> [WHAT YOU SHOULD DO]
Check each line of the entries below for the word "South", and copy the lines that have it.

[Collected data entries]
++++++
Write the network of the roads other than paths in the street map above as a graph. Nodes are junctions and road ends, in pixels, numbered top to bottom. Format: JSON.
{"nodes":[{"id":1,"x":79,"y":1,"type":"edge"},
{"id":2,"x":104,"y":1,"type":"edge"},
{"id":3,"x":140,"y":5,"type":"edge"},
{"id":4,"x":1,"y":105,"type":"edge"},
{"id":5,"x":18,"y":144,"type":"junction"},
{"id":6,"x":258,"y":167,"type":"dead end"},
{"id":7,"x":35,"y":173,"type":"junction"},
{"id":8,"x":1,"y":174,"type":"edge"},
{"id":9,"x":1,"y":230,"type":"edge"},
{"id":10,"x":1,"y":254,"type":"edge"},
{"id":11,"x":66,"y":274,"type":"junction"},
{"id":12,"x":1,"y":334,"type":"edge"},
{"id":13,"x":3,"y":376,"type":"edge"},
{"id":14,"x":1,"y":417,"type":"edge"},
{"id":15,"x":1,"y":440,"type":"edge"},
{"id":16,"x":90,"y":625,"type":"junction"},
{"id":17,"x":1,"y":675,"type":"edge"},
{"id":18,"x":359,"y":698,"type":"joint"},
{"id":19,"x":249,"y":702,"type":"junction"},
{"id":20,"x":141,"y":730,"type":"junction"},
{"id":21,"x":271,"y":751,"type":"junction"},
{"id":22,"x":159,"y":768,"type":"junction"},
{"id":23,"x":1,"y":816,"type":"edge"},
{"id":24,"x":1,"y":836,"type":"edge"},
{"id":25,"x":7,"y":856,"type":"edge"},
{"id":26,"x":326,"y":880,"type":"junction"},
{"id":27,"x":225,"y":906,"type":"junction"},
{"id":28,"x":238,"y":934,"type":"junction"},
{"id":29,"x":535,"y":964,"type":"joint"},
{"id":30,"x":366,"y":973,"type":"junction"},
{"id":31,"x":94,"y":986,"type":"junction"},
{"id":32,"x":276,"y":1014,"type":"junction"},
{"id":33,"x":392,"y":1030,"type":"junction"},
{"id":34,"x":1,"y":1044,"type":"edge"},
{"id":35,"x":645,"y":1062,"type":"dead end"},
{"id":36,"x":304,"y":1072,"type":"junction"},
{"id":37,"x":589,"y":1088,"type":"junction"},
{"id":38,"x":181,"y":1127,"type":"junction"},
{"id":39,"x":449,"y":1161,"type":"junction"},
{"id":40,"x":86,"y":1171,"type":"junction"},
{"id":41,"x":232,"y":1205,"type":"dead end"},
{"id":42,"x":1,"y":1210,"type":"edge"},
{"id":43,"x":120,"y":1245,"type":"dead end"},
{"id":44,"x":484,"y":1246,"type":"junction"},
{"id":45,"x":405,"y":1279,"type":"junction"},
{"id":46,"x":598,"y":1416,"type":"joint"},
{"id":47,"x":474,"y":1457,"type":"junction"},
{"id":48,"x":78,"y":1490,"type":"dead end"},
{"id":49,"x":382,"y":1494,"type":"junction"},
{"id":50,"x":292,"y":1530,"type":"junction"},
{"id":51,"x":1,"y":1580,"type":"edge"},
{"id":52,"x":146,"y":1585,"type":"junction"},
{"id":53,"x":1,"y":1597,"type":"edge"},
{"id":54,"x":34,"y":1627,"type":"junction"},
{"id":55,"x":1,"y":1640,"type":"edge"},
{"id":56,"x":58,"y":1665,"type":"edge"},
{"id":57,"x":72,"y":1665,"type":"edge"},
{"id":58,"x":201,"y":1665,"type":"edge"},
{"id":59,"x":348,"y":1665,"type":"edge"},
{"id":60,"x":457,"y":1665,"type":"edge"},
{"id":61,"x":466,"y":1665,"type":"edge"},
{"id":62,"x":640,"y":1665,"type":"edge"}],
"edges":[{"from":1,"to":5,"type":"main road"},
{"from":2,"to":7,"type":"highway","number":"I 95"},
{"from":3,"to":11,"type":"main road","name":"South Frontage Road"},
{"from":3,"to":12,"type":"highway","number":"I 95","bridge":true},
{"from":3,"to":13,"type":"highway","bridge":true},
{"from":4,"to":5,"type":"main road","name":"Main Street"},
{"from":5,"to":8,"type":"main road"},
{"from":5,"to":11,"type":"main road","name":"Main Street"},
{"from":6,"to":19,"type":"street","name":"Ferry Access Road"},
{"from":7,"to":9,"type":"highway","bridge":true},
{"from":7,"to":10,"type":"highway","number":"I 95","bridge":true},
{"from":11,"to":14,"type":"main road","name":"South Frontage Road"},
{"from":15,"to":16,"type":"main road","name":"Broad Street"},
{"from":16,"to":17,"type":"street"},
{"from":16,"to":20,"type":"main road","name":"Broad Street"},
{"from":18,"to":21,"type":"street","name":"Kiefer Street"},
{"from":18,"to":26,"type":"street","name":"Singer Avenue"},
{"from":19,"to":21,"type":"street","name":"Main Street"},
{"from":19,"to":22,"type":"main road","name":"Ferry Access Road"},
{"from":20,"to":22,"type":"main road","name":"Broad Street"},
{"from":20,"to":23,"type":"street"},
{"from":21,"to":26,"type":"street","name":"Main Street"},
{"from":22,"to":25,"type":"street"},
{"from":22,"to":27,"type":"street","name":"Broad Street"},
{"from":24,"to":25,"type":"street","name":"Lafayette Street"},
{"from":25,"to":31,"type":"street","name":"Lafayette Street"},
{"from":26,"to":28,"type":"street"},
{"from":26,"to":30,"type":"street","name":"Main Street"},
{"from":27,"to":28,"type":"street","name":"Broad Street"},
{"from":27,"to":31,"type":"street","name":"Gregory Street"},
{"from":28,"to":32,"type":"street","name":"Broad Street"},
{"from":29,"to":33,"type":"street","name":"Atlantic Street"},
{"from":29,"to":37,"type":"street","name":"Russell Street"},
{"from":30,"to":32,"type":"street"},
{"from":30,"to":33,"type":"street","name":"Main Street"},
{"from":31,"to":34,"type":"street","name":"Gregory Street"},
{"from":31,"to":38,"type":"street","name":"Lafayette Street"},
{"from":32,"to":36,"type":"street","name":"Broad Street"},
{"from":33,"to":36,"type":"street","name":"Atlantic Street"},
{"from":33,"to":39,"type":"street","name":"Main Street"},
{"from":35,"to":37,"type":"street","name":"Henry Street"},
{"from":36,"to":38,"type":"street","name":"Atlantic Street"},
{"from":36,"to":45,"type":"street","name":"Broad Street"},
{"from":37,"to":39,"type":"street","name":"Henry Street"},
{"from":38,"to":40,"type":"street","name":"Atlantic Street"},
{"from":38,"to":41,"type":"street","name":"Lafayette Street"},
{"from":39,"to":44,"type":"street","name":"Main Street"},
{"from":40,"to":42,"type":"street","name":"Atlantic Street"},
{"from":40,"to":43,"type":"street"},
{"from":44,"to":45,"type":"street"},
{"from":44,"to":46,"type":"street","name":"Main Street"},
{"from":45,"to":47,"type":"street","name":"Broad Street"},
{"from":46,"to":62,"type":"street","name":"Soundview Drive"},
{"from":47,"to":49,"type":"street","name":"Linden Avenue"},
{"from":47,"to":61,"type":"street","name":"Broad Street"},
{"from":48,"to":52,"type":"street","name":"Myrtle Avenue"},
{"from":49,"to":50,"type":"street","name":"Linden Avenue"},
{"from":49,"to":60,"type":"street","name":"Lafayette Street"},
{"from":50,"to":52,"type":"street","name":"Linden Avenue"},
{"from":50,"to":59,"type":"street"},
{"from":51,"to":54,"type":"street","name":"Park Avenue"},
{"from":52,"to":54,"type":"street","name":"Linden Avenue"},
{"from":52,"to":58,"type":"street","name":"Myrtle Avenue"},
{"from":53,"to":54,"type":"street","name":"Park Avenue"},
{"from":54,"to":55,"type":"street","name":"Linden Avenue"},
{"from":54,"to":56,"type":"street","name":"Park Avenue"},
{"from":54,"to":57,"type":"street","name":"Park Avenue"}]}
++++++
> [ANSWER TO THE PROBLEM]
{"from":3,"to":11,"type":"main road","name":"South Frontage Road"},
{"from":11,"to":14,"type":"main road","name":"South Frontage Road"},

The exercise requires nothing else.